The act was called “Blondin-Rellim Cycling in the Sky.” Rellim rode a bicycle across a bar at one end of a rectangular frame that pivoted up and down atop a 70-foot pole. A trapeze artist, Ruth McCrea, performed on rings and a trapeze bar on the opposite end of the frame, about 30 feet away. Rellim’s wife, Grace, operated the motorized rigging. “There was no other act like it before or since. He made $100 each time he went up,” Joyce said.
To mount the frame, Rellim and McCrea first climbed a ladder and stood on a platform near the top of the pole. “That was the culprit,” Joyce said. “There was a hook that caught on the platform and threw him off.” Up until a short time before the accident, he had used a safety belt in case of a fall. “But he thought he had perfected the act and was no longer using it,” she said. “He never worked with a net.”
Joyce, then 11, was in a grandstand dressing room when she learned of the accident. “Some other show kids came and told me my dad had fallen,” she said, but she thought they were joking. “When the adults came and wouldn’t let me go outside I knew something was wrong.” Neil hadn’t seen the accident, either. “I guess he was down in the dressing room too,” she said. She doesn’t recall seeing any reporters or photographers.
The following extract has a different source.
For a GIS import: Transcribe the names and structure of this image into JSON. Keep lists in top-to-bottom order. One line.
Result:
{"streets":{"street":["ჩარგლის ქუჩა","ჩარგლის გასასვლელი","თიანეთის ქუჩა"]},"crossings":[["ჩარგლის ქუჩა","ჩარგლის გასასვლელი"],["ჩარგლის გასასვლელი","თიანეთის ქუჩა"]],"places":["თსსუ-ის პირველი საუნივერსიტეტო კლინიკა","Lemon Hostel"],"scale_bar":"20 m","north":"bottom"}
After the accident, the family returned to Payson to rebuild their lives. Within a year, a Motorola radio factory opened in nearby Quincy, and Grace Rellim got a job there, eventually working as an inspector. Said Joyce: “That’s what put us kids through school. She made 90 cents an hour, which was good money at that time.”
Her brother doesn’t recall anything about the accident; he was a few months shy of 6 at the time. Now 65, he lives in Quincy, about 10 miles from Joyce’s house. He served in the Navy and later worked a truck mechanic. He became an over-the-road driver, Joyce said, when “he got tired of slinging wrenches.” He’s now retired.
Their mother, Grace, now 91, also lives nearby. I wasn’t able to locate Ruth McCrea, who would now be about 89 years old.
Joyce married a farmer. “When my husband decided to quit farming,” she said, “I went to work for construction companies. I was office manager for three construction companies.” Eventually, she grew weary of getting laid off and took a job at the unemployment office, finding other people jobs. She and her husband, now retired, make and sell scale-model trucks.
Lloyd Rellim is buried in Quincy’s Greenmount Cemetery. He was first laid to rest in a poorly maintained cemetery in Marion, Ill., his hometown. But, at his widow’s request, he was reburied in Quincy within days. “My mother couldn’t stand the thought of that old cemetery and the shape it was in,” Joyce said. Etched in the granite marker is a picture of his final act, “Cycling in the Sky.”